The radar sensor according to the present invention also comprises a lens device which is positioned and/or arranged relative to the transmitter and receiver modules so that substantially all of the transmitted and reflected radar signals meet the lens device.

According to the present invention, the lens device is provided by a first lens for the emitted radar signals and by a second lens for the radar signals reflected in the detection area. The first and second lenses are directly adjacent with respect to the length extension Ly of the radar signals generated. In other words, the first and the second lens are positioned substantially immediately adjacent to each other in a top view in the direction of the length extension Ly and/or in a common plane and/or adjacent to each other.

In the context of the present invention, “substantially directly adjacent” means that the first lens and the second lens, which can, for example, each be formed as an independent converging lens, are each fully formed and directly merge into each other.

The arrangement of the first lens next to the second lens can, for example, be provided via a carrier unit and/or a housing arrangement. The relative position between the transmitter module and the receiver module and the first lens and the second lens is thereby advantageously defined. The position of the first lens relative to the second lens is thereby at the same time also determined.

The first and the second lens can, for example, be defined as a single piece and/or monolithically.

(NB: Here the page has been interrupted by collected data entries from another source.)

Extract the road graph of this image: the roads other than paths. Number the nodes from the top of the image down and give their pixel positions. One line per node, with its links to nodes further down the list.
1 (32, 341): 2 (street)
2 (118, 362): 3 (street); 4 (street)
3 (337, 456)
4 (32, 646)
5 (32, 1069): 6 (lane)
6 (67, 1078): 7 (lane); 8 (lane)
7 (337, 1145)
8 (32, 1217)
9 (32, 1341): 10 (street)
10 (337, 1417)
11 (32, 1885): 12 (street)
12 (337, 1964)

Such a lens unit can advantageously be more easily positioned relative to the transmitter module and the receiver module.

In a first aspect of the present invention, the transmitter-side patch array antenna and the receiver-side patch array antenna are configured to generate and detect radar signals having the first directivity.

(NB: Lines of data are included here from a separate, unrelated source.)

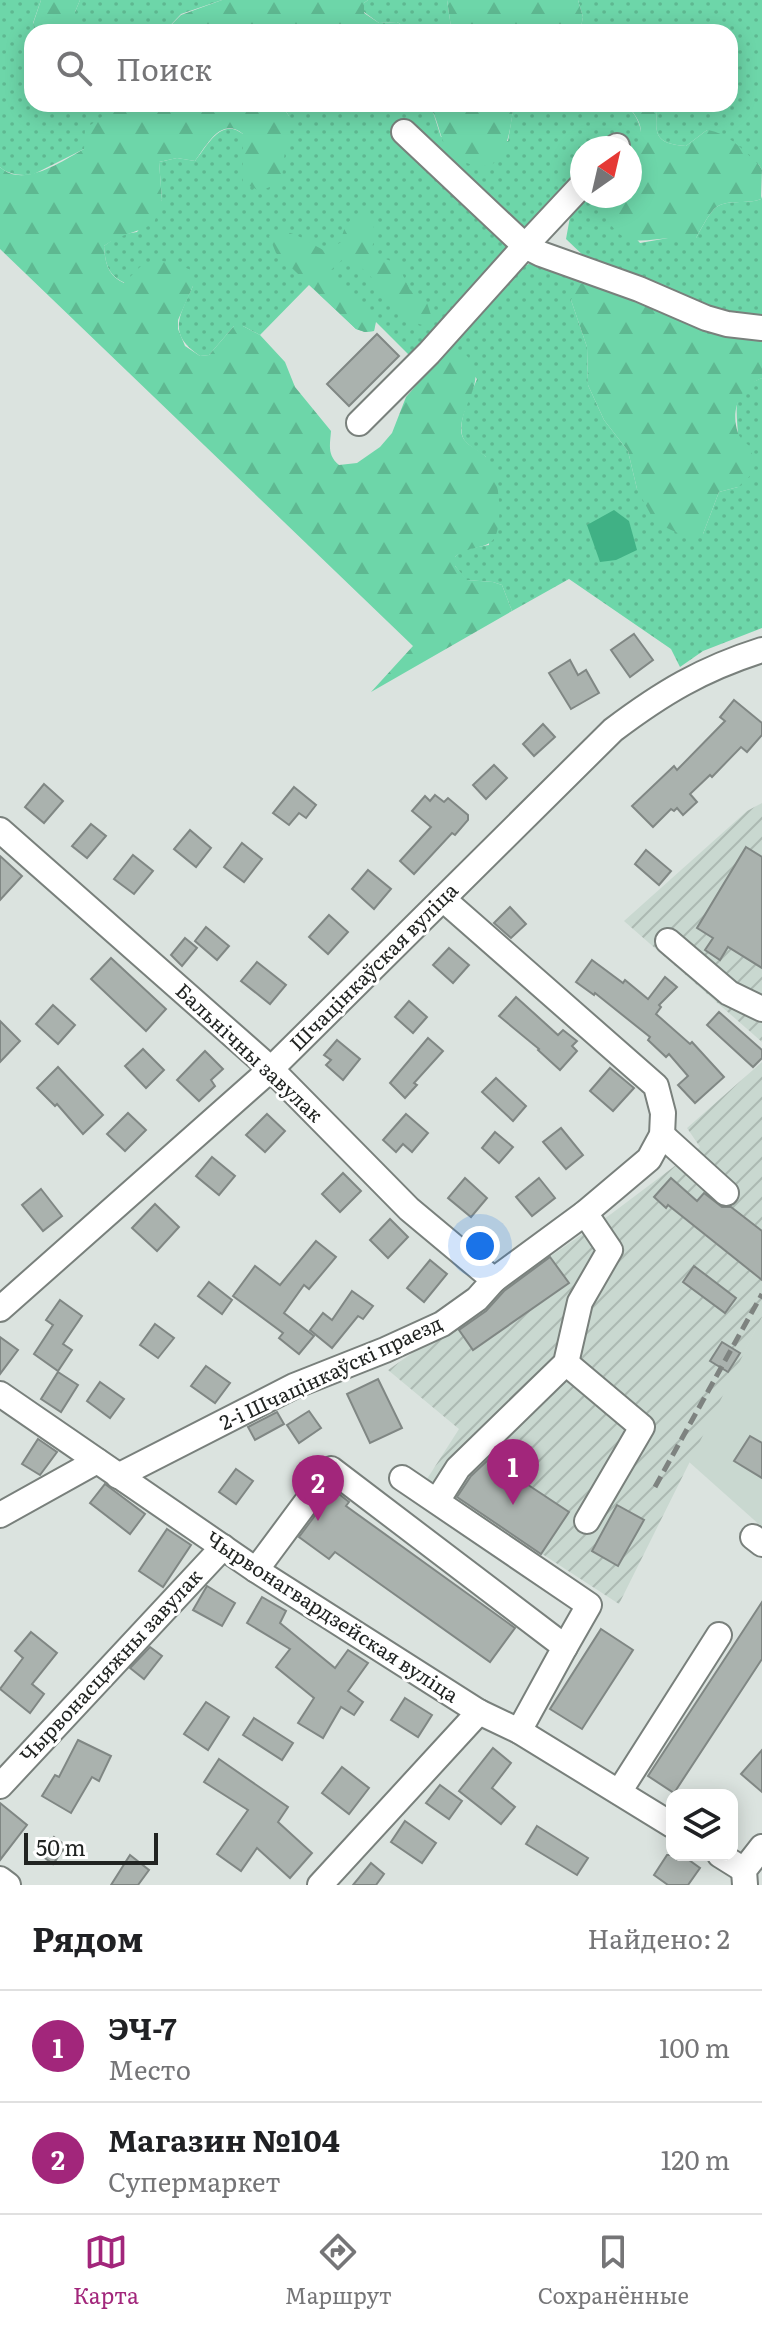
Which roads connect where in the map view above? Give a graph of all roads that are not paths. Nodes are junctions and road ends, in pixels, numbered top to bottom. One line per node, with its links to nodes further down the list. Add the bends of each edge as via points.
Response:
1 (404, 132): 3 (street)
2 (570, 198): 3 (street)
3 (525, 246): 4 (street, via 706,318); 5 (street)
4 (762, 328)
5 (359, 423)
6 (762, 650): 8 (street, Шчацінкаўская вуліца, via 702,672 613,730)
7 (0, 830): 11 (street, Бальнічны завулак)
8 (443, 899): 11 (street, Шчацінкаўская вуліца); 12 (street, via 656,1086)
9 (668, 941): 10 (street, via 729,993)
10 (762, 1009)
11 (271, 1069): 15 (street, Бальнічны завулак, via 409,1209); 16 (street, Шчацінкаўская вуліца)
12 (662, 1135): 13 (street); 14 (street, 2-і Шчацінкаўскі праезд, via 649,1159)
13 (726, 1193)
14 (585, 1213): 15 (street, 2-і Шчацінкаўскі праезд); 17 (street, via 610,1250 580,1302)
15 (494, 1280): 20 (street, 2-і Шчацінкаўскі праезд, via 442,1324 294,1386)
16 (0, 1309)
17 (566, 1363): 22 (street, via 458,1468); 24 (street, via 642,1427)
18 (0, 1394): 19 (street, Чырвонагвардзейская вуліца)
19 (97, 1461): 20 (street, Чырвонагвардзейская вуліца); 23 (street)
20 (118, 1476): 25 (street, Чырвонагвардзейская вуліца)
21 (402, 1478): 22 (street)
22 (437, 1501): 28 (street, via 589,1605)
23 (0, 1515)
24 (587, 1521)
25 (223, 1547): 26 (street, Чырвонагвардзейская вуліца); 31 (street, Чырвонасцяжны завулак)
26 (256, 1570): 28 (street, via 331,1469); 29 (street, Чырвонагвардзейская вуліца)
27 (719, 1635): 32 (street)
28 (565, 1647): 30 (street)
29 (479, 1712): 30 (street, Чырвонагвардзейская вуліца); 39 (street)
30 (519, 1731): 32 (street, Чырвонагвардзейская вуліца)
31 (0, 1786)
32 (619, 1792): 33 (street, Чырвонагвардзейская вуліца)
33 (666, 1821)
34 (762, 1847): 36 (street)
35 (727, 1861): 36 (street)
36 (744, 1877)
37 (0, 1879): 38 (street)
38 (8, 1885)
39 (320, 1885)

Radar signals with the first directivity comprise an asymmetric and/or elongated directivity, wherein the length extension Ly is smaller than the width extension Bx. It is noted in this regard that the length extension Ly of the transmitted radar signals and the length extension Ly of the reflected radar signals are aligned along a common direction.

According to another aspect of the present invention, the first lens and the second lens are immediately adjacent or directly adjacent in the direction of the length extension Ly. In accordance with the present invention, it is thus advantageous to firstly minimize crosstalk of the transmitted radar signals to the receiver module by reflection from the inner surface of the first lens and/or the second lens.

The present invention further provides that the first lens and the second lens are designed so that the ratio between the length extension Ly and the width extension Bx of the first or a second directivity of the radar signals are influenced so that the radar signals with the first directivity and thus with the length extension Ly, which is smaller than the width extension Bx, are transformed into radar signals with the second directivity and thus with a length extension Ly, which is larger than the width extension Bx and/or that the radar signals with the second directivity and thus with the length extension Ly, which is larger than the width extension Bx, are transformed into radar signals with the first directivity and thus with a length extension Ly, which is smaller than the width extension Bx.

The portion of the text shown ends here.